Oh I am a happy chap tonight. Perfect timing, the last one lambed tonight, meaning that I can get a long long long lie tomorrow! No more early starts!
I had a Ness game this afternoon, lost 3-0 in the Highland Amateur Cup, so my day went to pot. One of my teammates is 30 tomorrow and his girlfriend arranged a surprise party in the Social Club, so I was straight down there for 7.30. I fed and checked the sheep then and there were no signs of any movement but this beautiful lamb was waiting for me at 10pm. All done!
I blogged earlier about how one of my ducks had been attacked and appears as if she has lost an eye.
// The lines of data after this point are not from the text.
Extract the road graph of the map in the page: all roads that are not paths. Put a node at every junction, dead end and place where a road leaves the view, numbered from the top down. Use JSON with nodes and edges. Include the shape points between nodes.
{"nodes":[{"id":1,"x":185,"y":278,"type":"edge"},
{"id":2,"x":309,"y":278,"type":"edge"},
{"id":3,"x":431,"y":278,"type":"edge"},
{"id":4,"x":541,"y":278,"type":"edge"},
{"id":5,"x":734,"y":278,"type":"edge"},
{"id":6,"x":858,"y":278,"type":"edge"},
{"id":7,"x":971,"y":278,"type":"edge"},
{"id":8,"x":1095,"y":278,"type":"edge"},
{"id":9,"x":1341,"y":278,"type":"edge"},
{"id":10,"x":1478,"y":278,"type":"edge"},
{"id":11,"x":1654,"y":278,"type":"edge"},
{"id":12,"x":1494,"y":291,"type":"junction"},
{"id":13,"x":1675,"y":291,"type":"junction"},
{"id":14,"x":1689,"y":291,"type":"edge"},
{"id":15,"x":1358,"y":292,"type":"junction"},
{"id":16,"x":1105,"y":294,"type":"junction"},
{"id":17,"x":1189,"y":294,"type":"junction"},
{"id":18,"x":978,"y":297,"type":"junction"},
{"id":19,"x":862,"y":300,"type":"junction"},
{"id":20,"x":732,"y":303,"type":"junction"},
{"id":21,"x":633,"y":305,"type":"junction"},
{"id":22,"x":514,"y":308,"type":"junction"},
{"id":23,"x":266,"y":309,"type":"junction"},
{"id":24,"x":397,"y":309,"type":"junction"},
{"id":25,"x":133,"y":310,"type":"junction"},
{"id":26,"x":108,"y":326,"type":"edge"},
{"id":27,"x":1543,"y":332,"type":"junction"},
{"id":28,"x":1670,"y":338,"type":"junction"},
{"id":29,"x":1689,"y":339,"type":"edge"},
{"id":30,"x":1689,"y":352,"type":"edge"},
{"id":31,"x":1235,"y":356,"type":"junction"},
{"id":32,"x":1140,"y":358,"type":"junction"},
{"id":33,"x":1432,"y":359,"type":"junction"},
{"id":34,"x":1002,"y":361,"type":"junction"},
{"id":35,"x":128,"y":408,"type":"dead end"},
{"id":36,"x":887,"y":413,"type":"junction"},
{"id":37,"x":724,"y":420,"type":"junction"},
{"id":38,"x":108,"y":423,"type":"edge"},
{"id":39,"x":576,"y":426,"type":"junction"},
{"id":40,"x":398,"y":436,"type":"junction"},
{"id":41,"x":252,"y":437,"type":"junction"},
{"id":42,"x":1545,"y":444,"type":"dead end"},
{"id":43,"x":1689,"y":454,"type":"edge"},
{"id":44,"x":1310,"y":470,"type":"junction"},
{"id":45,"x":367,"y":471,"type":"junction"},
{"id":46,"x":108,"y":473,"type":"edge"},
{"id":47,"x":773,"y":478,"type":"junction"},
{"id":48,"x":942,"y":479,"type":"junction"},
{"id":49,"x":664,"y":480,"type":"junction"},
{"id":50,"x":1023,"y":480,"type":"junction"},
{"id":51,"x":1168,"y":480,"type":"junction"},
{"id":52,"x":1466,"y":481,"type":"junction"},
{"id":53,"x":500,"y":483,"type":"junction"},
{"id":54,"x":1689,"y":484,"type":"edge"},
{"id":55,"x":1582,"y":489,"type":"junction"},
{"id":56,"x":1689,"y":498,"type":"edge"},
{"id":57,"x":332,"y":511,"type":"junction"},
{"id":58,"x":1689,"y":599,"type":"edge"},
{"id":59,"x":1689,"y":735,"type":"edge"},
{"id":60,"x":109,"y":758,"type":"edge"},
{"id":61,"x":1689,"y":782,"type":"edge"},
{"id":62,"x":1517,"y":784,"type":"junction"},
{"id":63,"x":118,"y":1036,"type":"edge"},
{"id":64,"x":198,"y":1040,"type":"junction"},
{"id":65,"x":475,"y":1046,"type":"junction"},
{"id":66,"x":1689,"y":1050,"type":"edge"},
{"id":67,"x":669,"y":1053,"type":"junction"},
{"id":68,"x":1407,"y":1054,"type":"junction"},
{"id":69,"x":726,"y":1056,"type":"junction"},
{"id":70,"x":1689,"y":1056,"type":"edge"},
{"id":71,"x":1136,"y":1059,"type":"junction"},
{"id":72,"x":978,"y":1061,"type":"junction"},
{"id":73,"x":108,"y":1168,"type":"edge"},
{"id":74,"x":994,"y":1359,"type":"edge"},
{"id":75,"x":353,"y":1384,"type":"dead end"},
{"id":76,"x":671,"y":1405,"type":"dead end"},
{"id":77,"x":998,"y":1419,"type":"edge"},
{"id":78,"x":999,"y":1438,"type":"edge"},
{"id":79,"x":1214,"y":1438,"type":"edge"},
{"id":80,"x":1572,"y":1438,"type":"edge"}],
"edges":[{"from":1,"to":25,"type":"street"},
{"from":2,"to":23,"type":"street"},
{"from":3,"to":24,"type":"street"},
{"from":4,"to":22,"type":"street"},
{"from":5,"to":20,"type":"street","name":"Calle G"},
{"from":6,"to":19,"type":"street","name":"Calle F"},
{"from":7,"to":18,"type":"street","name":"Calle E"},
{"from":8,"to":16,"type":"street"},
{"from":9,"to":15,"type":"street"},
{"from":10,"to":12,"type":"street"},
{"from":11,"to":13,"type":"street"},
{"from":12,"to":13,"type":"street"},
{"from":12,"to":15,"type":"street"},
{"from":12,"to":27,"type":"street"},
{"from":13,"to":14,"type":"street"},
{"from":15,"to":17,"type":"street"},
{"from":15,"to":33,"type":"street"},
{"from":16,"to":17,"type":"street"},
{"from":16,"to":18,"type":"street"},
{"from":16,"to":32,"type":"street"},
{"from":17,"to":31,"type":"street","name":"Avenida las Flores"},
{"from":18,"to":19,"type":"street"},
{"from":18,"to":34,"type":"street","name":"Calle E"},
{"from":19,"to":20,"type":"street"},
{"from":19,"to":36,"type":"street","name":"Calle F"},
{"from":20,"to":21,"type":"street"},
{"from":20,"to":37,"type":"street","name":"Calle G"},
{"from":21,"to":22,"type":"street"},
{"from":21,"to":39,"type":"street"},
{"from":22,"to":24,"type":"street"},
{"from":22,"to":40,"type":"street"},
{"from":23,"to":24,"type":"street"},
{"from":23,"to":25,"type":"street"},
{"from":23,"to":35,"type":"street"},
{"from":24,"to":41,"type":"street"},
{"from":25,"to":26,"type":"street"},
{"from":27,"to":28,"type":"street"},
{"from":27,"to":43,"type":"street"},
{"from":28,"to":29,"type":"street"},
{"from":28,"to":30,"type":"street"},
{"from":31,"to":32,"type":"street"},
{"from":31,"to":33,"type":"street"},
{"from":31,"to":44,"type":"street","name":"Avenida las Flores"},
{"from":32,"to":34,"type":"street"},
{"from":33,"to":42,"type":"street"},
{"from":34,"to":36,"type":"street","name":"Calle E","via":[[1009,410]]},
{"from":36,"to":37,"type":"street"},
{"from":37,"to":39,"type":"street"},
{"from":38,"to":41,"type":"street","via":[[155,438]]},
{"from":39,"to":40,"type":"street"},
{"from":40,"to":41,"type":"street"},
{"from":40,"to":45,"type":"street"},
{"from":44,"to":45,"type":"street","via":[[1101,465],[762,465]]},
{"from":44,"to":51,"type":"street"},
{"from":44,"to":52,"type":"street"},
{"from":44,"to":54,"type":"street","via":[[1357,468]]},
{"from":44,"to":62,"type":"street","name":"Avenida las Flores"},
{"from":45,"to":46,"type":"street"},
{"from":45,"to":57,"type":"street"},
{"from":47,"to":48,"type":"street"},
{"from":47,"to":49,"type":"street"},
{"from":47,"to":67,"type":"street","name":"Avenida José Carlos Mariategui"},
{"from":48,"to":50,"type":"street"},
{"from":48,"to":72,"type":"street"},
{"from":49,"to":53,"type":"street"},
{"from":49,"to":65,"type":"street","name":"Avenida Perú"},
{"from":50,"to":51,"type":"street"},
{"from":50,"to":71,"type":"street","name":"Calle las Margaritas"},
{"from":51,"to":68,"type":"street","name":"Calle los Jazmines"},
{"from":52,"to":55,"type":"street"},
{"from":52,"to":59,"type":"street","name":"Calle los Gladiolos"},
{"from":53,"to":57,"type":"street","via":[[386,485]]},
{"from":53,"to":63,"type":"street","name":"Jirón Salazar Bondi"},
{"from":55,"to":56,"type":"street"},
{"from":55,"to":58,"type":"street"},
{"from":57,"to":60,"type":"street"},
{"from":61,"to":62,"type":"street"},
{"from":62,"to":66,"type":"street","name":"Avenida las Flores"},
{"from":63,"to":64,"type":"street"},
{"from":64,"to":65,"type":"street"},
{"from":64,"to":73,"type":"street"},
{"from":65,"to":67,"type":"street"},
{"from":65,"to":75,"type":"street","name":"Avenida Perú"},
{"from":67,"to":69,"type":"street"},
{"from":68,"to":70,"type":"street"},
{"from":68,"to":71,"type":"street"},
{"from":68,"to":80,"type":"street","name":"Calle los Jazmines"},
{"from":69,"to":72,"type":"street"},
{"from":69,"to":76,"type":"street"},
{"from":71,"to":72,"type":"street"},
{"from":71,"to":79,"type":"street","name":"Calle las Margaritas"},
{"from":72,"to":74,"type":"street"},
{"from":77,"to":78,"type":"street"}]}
I checked the other 7 shortly afterwards, and one of the others has been scalped as well. I was trying to figure out what could possibly cause it, then it dawned on me.
HERE IS THE CULPRIT:
The Khaki-Campbell is much bigger than the others and I reckon the drake is overly-rough with the females. I actually filmed him chasing them last week, when I thought it was funny. Not any more!
Does anyone have any tips on how to stop this?
JUST ONE MORE TO GO!!
I’m a relieved chap this morning. I was semi expecting a dead lamb or dead sheep this morning, but it is all good.
I had noticed this cheviot acting strangely on Tuesday night. I had a look at her and nothing was showing. She was acting weird all day Wednesday and then spent yesterday stretching her back legs out behind her and not doing much else. I had another look but nothing. I was worried that it was ring womb, something I’ve had to deal with before, losing a set of twins but the sheep was ok.
There was no discharge or any signs, but I was worried that I may have missed that sometime during the day on Wednesday or Thursday. I phoned the vet but after a quick conversation decided to leave it until the morning and see how things were.
I wasn’t expecting much today but I was delighted to be greeted by this wee fellow!
Mother is doing fine and has plenty milk, so nothing to be concerned with. No need for the vet but I’m off to the doctor myself, I’ve been soldiering on with a really sore ear all week and want to nip it in the bud before it flares up.
I’m working on slowly increasing the amount of hens that I have, with the idea of producing more eggs. As part of that, I have been looking to get a bigger hen house, to make it easier to manage things.
In March, I applied for a CCAGS grant to pay for 60% of a new hen house (I’m eligible for 60% as I’m under 40), and today I received my contract of offer for the grant! I wasn’t totally confident of getting it, as no-one seemed to know if it had been done before, but, as far as I could make out, there was no reason to turn it down.
This is the Hen House I have applied for, meaning I will pay around 540 of the £1300 costs (including delivery).
The contract has been signed will be in the ‘department’ office tomorrow. Hopefully I’ll get the letter allowing me to order the hen house next week, and then it’s 5/6 weeks for delivery.
There are nearly 3 weeks since the chicks hatched and they’re coming along nicely.
They are well on the way to feathering up.
Five Speckled Sussex chicks. I have no idea how to sex them, so no clue yet what I have.
They’re in the barn, under the heat lamp, for the time being and I’ll move them outside into a covered run in a month or so.
I now have TWO sheep left to lamb. Getting close to that magical number.
I was refereeing a Ness Under-18 game last night (Ness won 12-2 v Harris) and got home around 9pm. Waiting for me was the final gimmer having lambed and not 100% sure about the lamb. You get that sometimes, sheep that have their first lamb not quite sure what they’re doing. Kind of battling with their natural mothering instincts. I took them into the barn, just to be safe.
This was the last of the gimmers that I bought off a friend of mine, Donald Macrury, last year. Finally a ewe lamb. If it comes on ok, I’ll keep that one.
Yes, I don’t look happy – but I was really. I obviously couldn’t multitask; holding the lamb and smiling at the same time!
Right next to this sheep are the lambs that are being bottle-fed. The back door of the barn is open, and they can come in and out as they please. Here is Lazarusina feeding from the milk bucket. This is a great invention. Lambs feed when they want and don’t relate food with humans, so are more sheep than human. Hopefully!
Anyway, 2 sheep left to lamb. I’d love it if they popped soon!